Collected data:
/---

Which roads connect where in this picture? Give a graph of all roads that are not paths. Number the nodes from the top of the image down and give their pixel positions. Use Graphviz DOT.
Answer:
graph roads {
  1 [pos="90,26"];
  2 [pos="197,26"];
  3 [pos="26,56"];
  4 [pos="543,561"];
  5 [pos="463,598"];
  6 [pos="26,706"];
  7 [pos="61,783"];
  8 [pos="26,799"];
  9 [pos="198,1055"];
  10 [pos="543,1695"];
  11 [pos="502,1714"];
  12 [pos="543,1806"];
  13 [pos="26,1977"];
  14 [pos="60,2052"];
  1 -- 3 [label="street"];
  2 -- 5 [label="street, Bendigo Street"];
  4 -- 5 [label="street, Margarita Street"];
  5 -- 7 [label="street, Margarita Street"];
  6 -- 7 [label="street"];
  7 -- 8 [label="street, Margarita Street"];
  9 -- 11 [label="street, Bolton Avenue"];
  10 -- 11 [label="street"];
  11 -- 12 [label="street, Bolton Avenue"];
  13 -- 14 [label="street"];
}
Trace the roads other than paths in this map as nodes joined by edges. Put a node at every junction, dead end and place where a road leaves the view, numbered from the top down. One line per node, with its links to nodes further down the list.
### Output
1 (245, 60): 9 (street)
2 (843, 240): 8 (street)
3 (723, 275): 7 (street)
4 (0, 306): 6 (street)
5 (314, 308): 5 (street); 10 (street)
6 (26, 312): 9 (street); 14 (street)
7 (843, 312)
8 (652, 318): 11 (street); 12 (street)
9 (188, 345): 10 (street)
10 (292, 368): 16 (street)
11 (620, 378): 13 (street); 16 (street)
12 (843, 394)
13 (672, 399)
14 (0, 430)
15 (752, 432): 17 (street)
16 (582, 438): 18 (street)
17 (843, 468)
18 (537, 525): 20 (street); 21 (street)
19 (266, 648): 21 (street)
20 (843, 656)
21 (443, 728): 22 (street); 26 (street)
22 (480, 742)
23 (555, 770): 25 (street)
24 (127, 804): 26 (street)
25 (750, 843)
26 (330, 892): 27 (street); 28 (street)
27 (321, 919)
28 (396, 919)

\---

The lines to reproduce run from the one that contains "Trace the roads" through the last line above; copy them exactly.

■ Written solution
Trace the roads other than paths in this map as nodes joined by edges. Put a node at every junction, dead end and place where a road leaves the view, numbered from the top down. One line per node, with its links to nodes further down the list.
### Output
1 (245, 60): 9 (street)
2 (843, 240): 8 (street)
3 (723, 275): 7 (street)
4 (0, 306): 6 (street)
5 (314, 308): 5 (street); 10 (street)
6 (26, 312): 9 (street); 14 (street)
7 (843, 312)
8 (652, 318): 11 (street); 12 (street)
9 (188, 345): 10 (street)
10 (292, 368): 16 (street)
11 (620, 378): 13 (street); 16 (street)
12 (843, 394)
13 (672, 399)
14 (0, 430)
15 (752, 432): 17 (street)
16 (582, 438): 18 (street)
17 (843, 468)
18 (537, 525): 20 (street); 21 (street)
19 (266, 648): 21 (street)
20 (843, 656)
21 (443, 728): 22 (street); 26 (street)
22 (480, 742)
23 (555, 770): 25 (street)
24 (127, 804): 26 (street)
25 (750, 843)
26 (330, 892): 27 (street); 28 (street)
27 (321, 919)
28 (396, 919)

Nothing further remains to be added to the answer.